● **Work instruction**
Leave every picture out and print exactly the lines that run from the one containing "thumb tip: (265, 300)" to the end of the listing.

━━━━

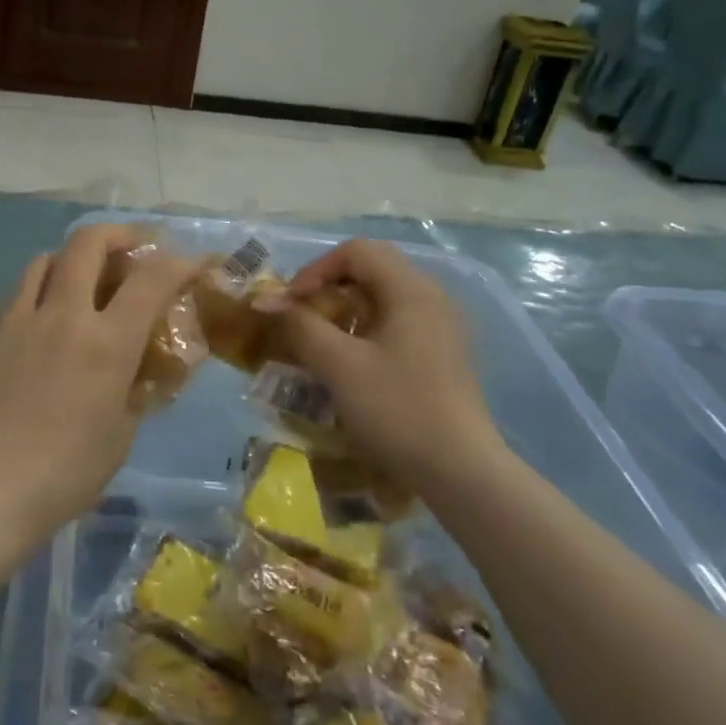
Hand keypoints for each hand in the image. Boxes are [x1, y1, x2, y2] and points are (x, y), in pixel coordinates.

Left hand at [0, 225, 198, 552]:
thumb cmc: (63, 475)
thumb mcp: (119, 436)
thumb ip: (134, 392)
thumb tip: (139, 371)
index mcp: (106, 343)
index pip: (151, 279)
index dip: (178, 262)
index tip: (190, 265)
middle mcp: (63, 315)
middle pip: (89, 242)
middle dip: (119, 234)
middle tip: (134, 249)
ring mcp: (20, 319)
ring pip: (47, 258)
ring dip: (74, 258)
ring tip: (84, 280)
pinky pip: (20, 290)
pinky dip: (41, 285)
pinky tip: (45, 316)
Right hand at [275, 239, 506, 500]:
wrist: (460, 473)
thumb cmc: (397, 410)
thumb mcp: (339, 366)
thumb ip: (301, 325)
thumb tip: (265, 300)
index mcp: (411, 290)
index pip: (356, 251)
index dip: (315, 270)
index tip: (291, 304)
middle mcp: (431, 297)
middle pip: (372, 268)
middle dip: (329, 286)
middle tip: (302, 316)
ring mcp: (441, 326)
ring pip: (384, 296)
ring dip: (345, 308)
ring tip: (321, 339)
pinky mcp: (442, 353)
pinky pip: (397, 321)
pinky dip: (366, 328)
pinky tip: (352, 361)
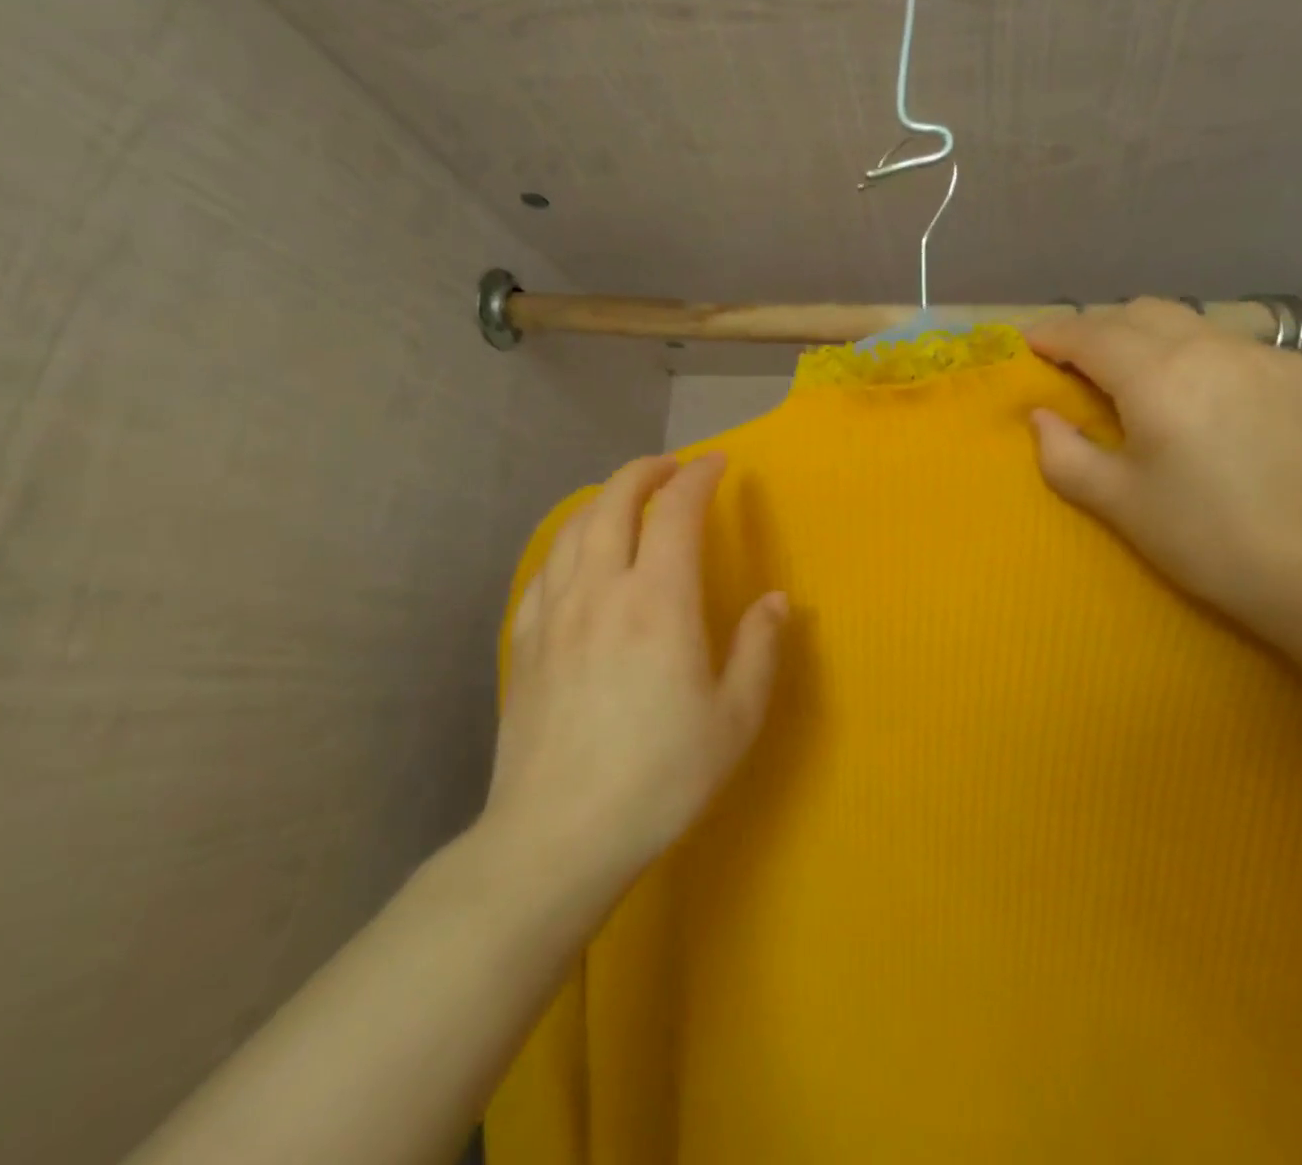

━━━━

● **Response to this task**
thumb tip: (265, 300)
index mcp: (411, 290)
index pip: (356, 251)
index dip: (315, 270)
index tip: (291, 304)
middle mcp: (431, 297)
middle pip: (372, 268)
middle dip: (329, 286)
middle tip: (302, 316)
ring mcp: (441, 326)
ring pip: (384, 296)
ring dip: (345, 308)
ring tip: (321, 339)
pinky mcp: (442, 353)
pinky pip: (397, 321)
pinky dip: (366, 328)
pinky tip: (352, 361)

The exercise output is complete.